> TASK:
Copy the whole listing below exactly, with nothing left out.

* * *

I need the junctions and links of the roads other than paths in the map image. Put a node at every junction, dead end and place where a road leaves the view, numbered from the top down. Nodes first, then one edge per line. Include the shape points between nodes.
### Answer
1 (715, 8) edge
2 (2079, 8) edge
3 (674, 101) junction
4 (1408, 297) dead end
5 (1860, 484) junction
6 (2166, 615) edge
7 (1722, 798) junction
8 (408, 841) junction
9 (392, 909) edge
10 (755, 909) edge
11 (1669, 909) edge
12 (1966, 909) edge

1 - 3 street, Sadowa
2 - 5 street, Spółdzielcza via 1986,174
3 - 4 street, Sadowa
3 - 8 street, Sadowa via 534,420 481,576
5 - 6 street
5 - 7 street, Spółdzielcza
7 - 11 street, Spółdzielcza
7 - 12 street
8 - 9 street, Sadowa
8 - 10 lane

* * *

> ANSWER SPACE:
I need the junctions and links of the roads other than paths in the map image. Put a node at every junction, dead end and place where a road leaves the view, numbered from the top down. Nodes first, then one edge per line. Include the shape points between nodes.
### Answer
1 (715, 8) edge
2 (2079, 8) edge
3 (674, 101) junction
4 (1408, 297) dead end
5 (1860, 484) junction
6 (2166, 615) edge
7 (1722, 798) junction
8 (408, 841) junction
9 (392, 909) edge
10 (755, 909) edge
11 (1669, 909) edge
12 (1966, 909) edge

1 - 3 street, Sadowa
2 - 5 street, Spółdzielcza via 1986,174
3 - 4 street, Sadowa
3 - 8 street, Sadowa via 534,420 481,576
5 - 6 street
5 - 7 street, Spółdzielcza
7 - 11 street, Spółdzielcza
7 - 12 street
8 - 9 street, Sadowa
8 - 10 lane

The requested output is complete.